The paper reports a study on the performance of variants of the Full Approximation Multigrid Scheme in the computation of complex recirculating flows, both laminar and turbulent. The MG variants are implemented into a three-dimensional, non-orthogonal, collocated finite-volume procedure in which the Cartesian velocity components and the pressure are determined via a pressure-correction algorithm. Convection is approximated by three methods: a first-order hybrid scheme combining the central and upwind approximations, the quadratic upstream-weighted QUICK scheme and the TVD-type MUSCL scheme. Three turbulence models are considered: a low-Re and a high-Re variant of the two-equation k-ε eddy-viscosity model, and a Reynolds-stress-transport closure, all implemented within a non-orthogonal grid environment.
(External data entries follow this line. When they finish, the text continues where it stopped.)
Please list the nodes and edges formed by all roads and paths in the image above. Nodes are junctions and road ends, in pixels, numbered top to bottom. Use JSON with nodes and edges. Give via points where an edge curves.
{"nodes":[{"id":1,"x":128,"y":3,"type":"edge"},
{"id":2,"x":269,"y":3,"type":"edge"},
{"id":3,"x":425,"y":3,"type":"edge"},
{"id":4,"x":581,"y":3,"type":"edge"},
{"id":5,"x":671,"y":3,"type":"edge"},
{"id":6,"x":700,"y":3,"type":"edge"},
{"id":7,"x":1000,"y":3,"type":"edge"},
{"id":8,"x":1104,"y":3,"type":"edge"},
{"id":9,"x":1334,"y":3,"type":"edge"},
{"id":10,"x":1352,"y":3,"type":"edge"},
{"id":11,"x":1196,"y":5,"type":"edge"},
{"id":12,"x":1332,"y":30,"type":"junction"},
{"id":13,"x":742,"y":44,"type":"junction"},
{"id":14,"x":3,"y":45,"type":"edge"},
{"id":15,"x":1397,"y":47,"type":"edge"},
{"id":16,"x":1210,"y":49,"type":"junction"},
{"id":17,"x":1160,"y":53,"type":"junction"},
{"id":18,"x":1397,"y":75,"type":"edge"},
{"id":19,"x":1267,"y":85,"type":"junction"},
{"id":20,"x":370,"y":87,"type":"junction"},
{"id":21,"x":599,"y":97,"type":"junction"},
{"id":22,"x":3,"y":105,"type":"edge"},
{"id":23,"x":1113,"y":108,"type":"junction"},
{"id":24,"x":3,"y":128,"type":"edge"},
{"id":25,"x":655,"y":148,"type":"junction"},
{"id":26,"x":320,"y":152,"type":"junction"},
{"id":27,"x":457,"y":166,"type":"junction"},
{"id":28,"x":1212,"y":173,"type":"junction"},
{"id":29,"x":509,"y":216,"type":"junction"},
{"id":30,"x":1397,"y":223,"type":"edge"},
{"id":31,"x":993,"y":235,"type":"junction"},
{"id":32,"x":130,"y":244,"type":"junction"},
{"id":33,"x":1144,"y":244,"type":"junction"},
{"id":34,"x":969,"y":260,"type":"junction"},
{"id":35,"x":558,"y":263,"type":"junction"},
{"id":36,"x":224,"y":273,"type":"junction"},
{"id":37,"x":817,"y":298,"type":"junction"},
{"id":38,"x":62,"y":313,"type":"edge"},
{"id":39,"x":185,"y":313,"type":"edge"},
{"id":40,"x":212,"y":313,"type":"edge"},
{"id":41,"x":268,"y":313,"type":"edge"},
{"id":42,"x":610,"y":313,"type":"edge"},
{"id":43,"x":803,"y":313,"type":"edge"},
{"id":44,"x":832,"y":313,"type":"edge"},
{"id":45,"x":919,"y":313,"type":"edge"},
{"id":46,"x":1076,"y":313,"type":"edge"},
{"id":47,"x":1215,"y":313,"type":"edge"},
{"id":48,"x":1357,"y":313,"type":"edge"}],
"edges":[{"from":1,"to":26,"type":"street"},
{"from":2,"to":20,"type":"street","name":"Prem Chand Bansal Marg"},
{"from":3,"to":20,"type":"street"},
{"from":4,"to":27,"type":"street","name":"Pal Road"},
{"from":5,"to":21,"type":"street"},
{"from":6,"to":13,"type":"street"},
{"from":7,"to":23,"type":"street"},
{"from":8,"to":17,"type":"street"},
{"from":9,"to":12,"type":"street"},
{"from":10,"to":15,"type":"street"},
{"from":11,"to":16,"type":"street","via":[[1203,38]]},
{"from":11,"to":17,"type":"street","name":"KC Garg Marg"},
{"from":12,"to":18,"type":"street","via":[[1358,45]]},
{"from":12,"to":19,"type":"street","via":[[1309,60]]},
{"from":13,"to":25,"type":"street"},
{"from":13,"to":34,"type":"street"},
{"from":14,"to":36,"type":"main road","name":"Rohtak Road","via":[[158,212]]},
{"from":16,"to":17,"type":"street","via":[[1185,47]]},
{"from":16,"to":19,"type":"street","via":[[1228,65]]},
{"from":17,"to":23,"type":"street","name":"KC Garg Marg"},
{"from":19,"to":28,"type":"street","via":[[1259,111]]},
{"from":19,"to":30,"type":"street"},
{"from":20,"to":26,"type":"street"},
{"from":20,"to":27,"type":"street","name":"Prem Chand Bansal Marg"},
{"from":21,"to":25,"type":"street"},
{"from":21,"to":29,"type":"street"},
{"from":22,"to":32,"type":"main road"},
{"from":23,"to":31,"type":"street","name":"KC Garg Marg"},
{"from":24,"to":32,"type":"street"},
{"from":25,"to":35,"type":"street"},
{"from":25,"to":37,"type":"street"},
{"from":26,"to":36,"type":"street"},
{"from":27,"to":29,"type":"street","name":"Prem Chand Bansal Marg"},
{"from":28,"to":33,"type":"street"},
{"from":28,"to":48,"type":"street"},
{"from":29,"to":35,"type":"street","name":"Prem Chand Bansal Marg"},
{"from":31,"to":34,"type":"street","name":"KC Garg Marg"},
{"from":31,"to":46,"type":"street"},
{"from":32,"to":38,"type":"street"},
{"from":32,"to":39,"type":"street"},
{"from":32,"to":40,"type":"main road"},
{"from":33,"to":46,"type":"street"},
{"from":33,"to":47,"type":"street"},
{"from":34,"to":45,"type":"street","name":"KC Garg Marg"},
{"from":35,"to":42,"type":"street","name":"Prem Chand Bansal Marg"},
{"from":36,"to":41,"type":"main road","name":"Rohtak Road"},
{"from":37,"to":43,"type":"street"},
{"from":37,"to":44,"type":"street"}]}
Multigrid performance is investigated for four cases: a laminar flow in a 2D plane constriction, a laminar flow in a 3D skewed lid-driven cavity, a turbulent flow in a constricted pipe, computed with two eddy-viscosity models, and a turbulent flow behind a 2D backward-facing step, computed with a Reynolds-stress-transport model within a strongly distorted non-orthogonal mesh. Convergence acceleration is shown to be significant in turbulent conditions but not of the same order as that for laminar flows.